The interaction of fulvestrant with double-stranded DNA (dsDNA) was studied by means of differential pulse voltammetry (DPV) at dsDNA modified pencil graphite electrode (PGE). The decrease in intensity of the guanine oxidation signals was used as an indicator for the interaction mechanism and sensitive determination of fulvestrant in pH 4.80 acetate buffer (30% ethanol). A linear dependence of the guanine oxidation signals was observed within the range of 1.00–20.00 μg/mL fulvestrant, with a detection limit of 0.41 μg/mL. The determination method was validated according to the standard validation procedure. The proposed method was applied to fulvestrant pharmaceutical dosage form.
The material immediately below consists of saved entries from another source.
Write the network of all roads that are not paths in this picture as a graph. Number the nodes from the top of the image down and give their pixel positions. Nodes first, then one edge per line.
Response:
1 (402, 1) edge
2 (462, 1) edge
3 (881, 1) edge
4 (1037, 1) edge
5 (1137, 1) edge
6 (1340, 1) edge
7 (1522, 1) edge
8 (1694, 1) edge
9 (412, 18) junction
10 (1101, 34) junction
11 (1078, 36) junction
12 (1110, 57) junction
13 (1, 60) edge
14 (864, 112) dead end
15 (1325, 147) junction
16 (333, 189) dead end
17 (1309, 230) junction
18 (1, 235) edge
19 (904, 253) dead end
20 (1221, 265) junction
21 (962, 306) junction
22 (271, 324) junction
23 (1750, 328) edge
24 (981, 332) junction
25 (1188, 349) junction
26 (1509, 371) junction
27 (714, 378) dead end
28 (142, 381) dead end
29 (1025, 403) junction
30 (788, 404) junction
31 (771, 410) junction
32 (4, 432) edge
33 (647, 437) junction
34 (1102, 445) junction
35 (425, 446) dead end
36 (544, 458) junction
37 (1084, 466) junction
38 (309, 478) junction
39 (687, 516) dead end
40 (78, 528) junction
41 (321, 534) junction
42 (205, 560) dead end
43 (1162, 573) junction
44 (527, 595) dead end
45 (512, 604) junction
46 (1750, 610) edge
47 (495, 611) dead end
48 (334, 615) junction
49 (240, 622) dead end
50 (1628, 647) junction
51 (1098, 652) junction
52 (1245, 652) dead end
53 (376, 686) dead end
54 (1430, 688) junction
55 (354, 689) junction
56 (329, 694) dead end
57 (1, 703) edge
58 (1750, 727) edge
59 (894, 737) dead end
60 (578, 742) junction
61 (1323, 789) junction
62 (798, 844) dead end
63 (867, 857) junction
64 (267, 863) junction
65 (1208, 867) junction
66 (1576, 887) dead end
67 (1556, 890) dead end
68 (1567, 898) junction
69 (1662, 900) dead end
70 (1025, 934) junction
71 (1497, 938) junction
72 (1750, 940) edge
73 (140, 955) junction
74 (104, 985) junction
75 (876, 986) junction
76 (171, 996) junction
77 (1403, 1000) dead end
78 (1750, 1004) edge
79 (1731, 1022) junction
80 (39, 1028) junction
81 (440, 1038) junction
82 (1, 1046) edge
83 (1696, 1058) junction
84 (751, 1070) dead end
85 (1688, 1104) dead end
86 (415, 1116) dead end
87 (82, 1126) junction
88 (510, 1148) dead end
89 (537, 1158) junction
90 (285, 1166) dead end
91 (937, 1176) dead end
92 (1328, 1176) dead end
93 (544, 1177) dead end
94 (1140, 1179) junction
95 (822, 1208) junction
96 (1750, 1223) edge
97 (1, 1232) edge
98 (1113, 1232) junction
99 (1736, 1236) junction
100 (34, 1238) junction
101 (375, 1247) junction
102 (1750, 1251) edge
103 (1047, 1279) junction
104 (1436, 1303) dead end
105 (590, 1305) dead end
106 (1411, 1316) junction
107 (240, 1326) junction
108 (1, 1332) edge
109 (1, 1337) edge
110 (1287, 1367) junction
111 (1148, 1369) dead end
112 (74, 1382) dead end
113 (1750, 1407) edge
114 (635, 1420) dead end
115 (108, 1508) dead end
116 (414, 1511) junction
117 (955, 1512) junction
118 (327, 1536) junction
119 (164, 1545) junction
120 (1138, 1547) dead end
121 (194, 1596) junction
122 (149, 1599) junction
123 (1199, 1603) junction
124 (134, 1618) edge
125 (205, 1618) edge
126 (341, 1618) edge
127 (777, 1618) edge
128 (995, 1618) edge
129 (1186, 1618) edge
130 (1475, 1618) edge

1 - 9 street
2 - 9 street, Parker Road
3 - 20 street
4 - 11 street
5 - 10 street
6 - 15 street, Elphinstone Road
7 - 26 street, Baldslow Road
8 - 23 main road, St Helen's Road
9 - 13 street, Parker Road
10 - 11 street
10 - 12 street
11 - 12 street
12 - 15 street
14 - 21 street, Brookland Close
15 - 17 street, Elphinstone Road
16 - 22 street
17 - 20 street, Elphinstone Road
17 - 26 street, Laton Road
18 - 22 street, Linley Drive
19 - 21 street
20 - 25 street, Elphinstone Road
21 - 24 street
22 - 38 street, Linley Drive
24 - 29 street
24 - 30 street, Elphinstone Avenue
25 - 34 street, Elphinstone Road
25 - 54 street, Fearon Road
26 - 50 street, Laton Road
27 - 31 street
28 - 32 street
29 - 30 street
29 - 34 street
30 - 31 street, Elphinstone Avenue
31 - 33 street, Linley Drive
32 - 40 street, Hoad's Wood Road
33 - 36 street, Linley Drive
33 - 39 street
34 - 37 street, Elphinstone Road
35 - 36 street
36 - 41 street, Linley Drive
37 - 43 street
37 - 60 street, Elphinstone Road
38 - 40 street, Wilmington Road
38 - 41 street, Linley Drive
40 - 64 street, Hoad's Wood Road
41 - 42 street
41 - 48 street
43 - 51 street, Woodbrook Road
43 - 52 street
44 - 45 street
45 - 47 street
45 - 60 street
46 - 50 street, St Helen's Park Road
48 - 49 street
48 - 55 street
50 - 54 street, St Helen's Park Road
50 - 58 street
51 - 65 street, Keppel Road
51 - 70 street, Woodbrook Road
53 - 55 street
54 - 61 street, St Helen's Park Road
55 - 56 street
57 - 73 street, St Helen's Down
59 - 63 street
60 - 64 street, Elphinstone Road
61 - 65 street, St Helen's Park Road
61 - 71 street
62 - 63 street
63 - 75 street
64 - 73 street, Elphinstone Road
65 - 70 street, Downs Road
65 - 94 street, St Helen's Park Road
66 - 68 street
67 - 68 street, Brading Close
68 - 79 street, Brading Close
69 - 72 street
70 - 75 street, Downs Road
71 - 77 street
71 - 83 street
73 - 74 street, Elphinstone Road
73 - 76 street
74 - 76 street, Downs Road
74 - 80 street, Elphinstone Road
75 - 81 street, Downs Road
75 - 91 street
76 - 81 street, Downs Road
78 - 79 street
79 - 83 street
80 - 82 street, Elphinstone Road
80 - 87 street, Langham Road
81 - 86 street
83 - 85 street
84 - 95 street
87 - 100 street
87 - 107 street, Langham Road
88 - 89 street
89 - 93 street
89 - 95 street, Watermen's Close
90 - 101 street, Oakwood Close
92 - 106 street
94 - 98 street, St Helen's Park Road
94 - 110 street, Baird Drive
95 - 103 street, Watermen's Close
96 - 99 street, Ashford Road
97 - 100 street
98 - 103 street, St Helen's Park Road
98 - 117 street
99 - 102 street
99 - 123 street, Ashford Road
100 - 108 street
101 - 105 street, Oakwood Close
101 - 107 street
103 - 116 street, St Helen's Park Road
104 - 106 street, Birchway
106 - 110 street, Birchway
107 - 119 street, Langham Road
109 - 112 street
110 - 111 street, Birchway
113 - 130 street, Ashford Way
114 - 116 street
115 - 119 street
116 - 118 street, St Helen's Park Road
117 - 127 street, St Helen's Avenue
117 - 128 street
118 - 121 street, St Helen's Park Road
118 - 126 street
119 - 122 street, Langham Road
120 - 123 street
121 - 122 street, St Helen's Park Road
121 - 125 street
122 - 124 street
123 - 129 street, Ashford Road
► Fulvestrant is new type of estrogen receptor antagonist in the treatment of postmenopausal women with advanced breast cancer. ► Electrochemical approach can provide new insights into rational drug design and will lead to further understanding of the mechanism of interaction between anticancer drugs and DNA. ► There is an interaction between Fulvestrant and dsDNA by voltammetry based on guanine signal. ► The decreasing of guanine signal with different concentration fulvestrants, could be explained by the damage on the oxidizable group of guanine because of the adsorption of Fulvestrant.